- What is expected: Could the data below be printed out exactly, with the pictures left out?

[Saved data entries]

- Opening Delimiter -

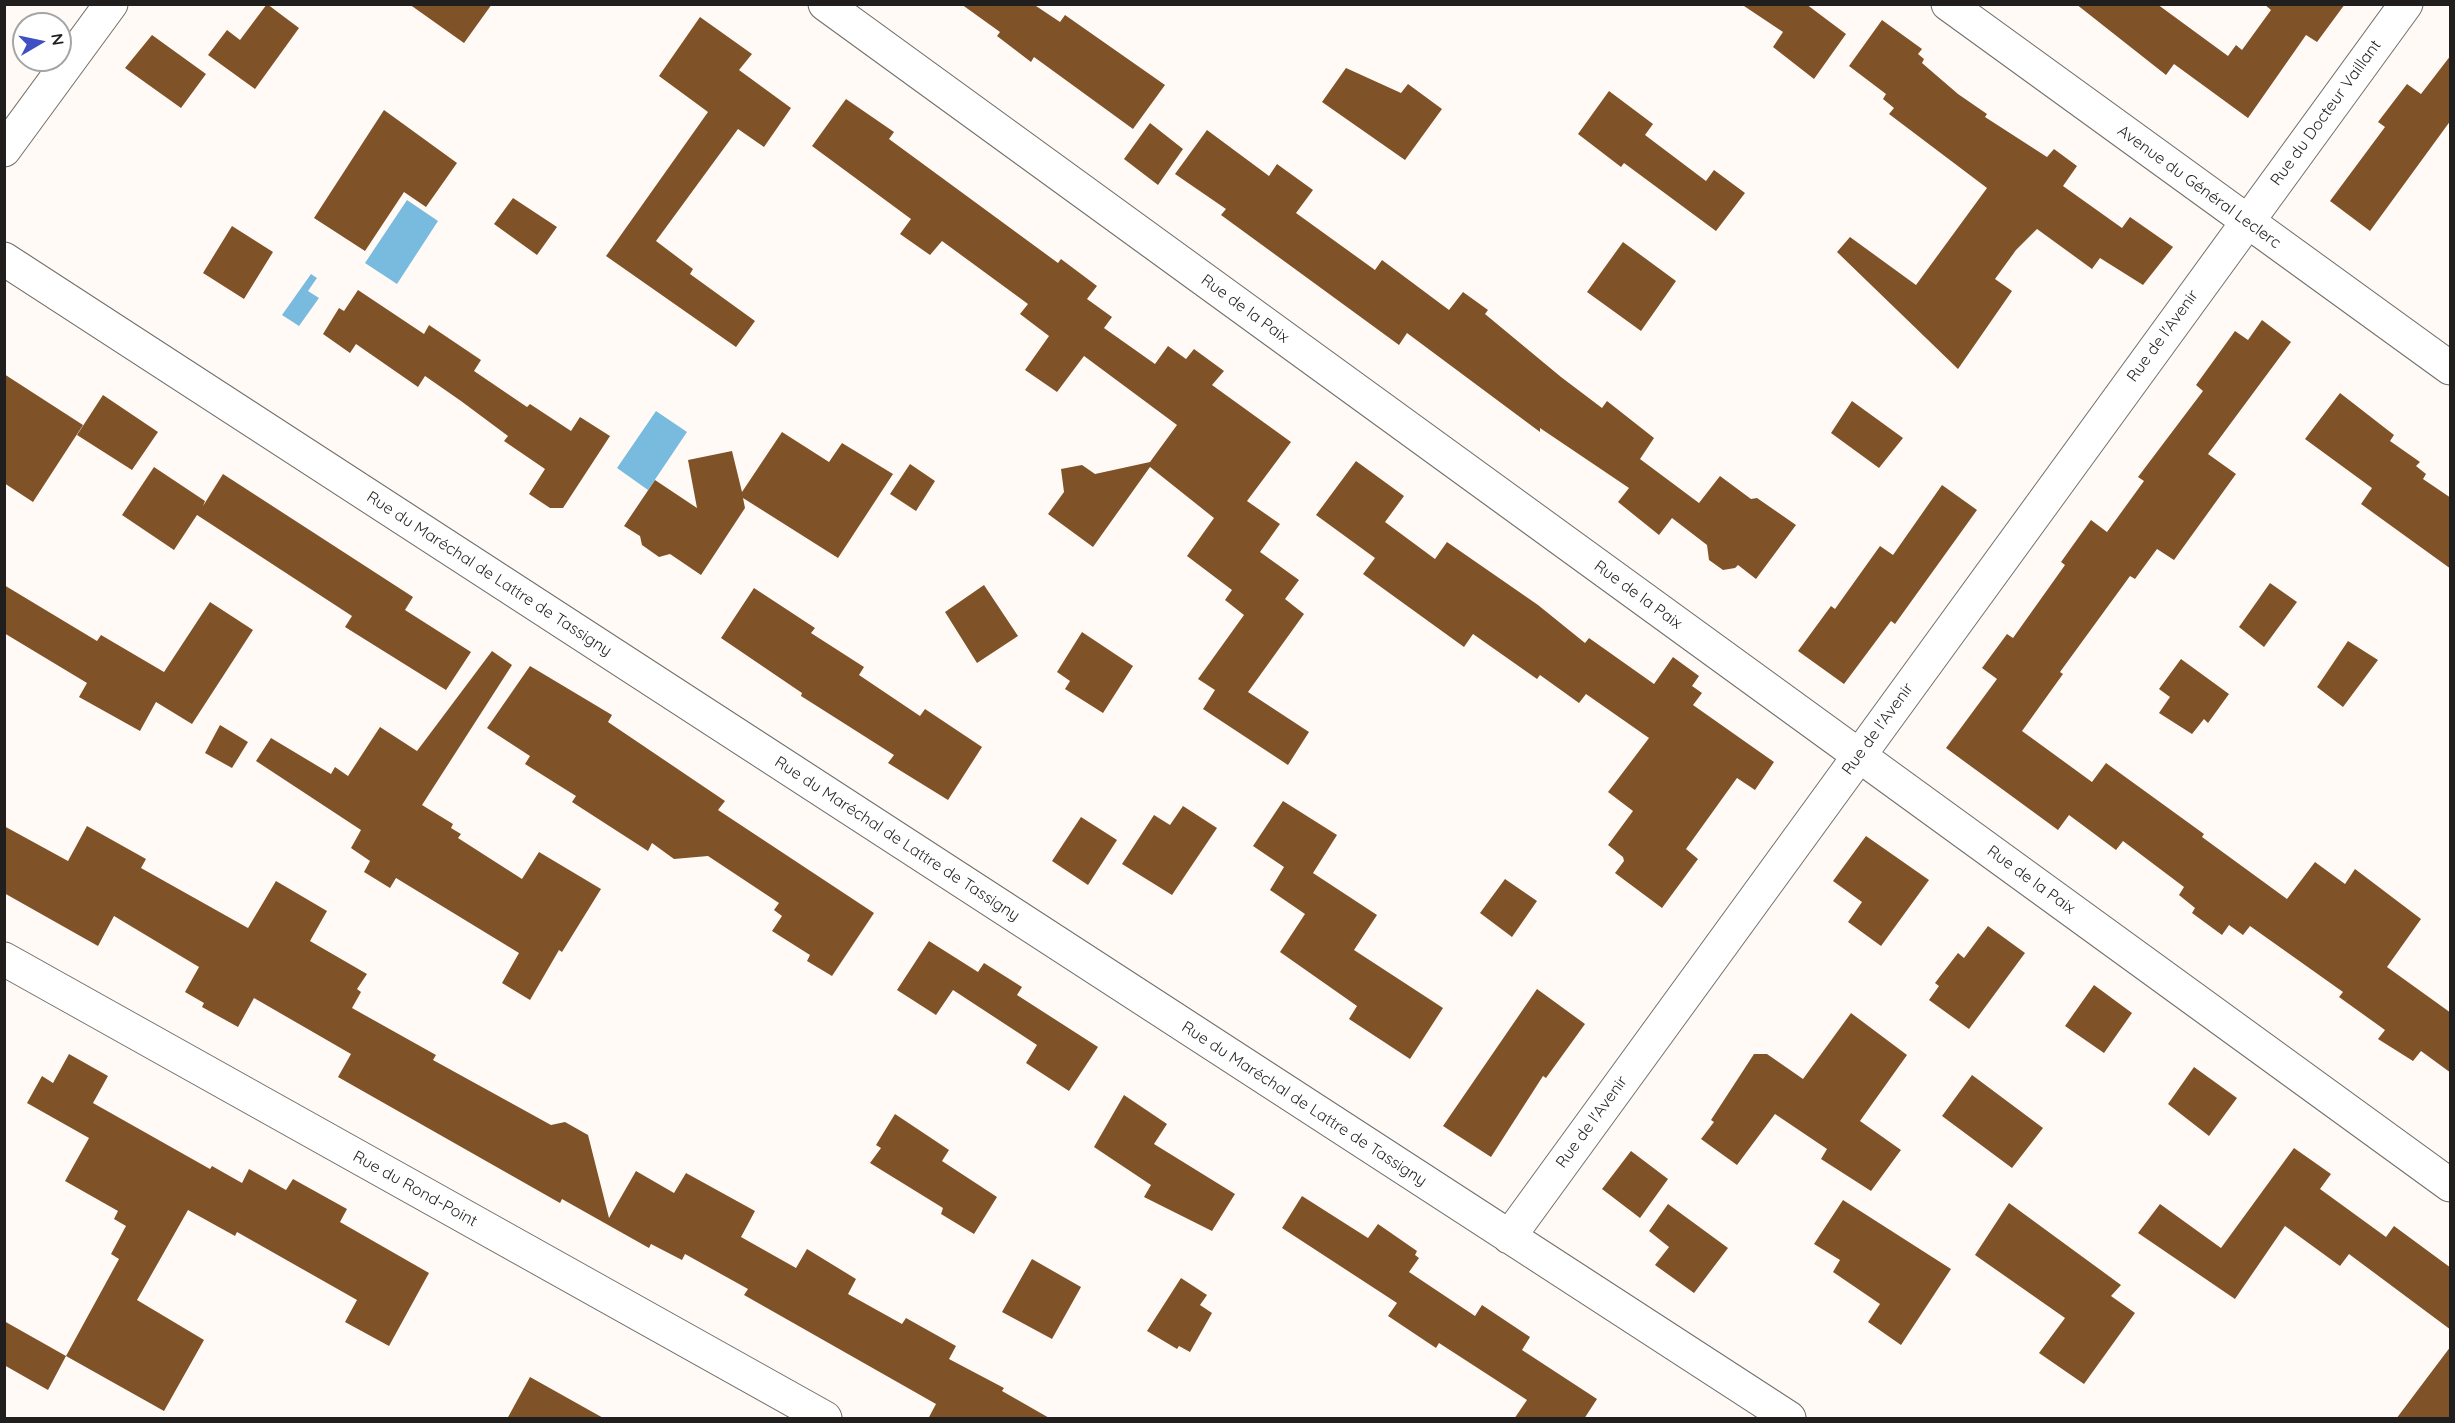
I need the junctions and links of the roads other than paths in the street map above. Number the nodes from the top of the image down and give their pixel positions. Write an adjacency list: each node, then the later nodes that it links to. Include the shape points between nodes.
1 (111, 4): 5 (street)
2 (825, 4): 9 (street, Rue de la Paix)
3 (1948, 4): 6 (street, Avenue du Général Leclerc)
4 (2406, 4): 6 (street, Rue du Docteur Vaillant)
5 (4, 150)
6 (2246, 221): 8 (street, Avenue du Général Leclerc); 9 (street, Rue de l'Avenir)
7 (4, 259): 12 (street, Rue du Maréchal de Lattre de Tassigny)
8 (2451, 368)
9 (1859, 756): 11 (street, Rue de la Paix); 12 (street, Rue de l'Avenir)
10 (4, 959): 13 (street, Rue du Rond-Point)
11 (2451, 1185)
12 (1509, 1237): 14 (street, Rue du Maréchal de Lattre de Tassigny)
13 (825, 1419)
14 (1789, 1419)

- Closing Delimiter -

- Response to this exercise:
I need the junctions and links of the roads other than paths in the street map above. Number the nodes from the top of the image down and give their pixel positions. Write an adjacency list: each node, then the later nodes that it links to. Include the shape points between nodes.
1 (111, 4): 5 (street)
2 (825, 4): 9 (street, Rue de la Paix)
3 (1948, 4): 6 (street, Avenue du Général Leclerc)
4 (2406, 4): 6 (street, Rue du Docteur Vaillant)
5 (4, 150)
6 (2246, 221): 8 (street, Avenue du Général Leclerc); 9 (street, Rue de l'Avenir)
7 (4, 259): 12 (street, Rue du Maréchal de Lattre de Tassigny)
8 (2451, 368)
9 (1859, 756): 11 (street, Rue de la Paix); 12 (street, Rue de l'Avenir)
10 (4, 959): 13 (street, Rue du Rond-Point)
11 (2451, 1185)
12 (1509, 1237): 14 (street, Rue du Maréchal de Lattre de Tassigny)
13 (825, 1419)
14 (1789, 1419)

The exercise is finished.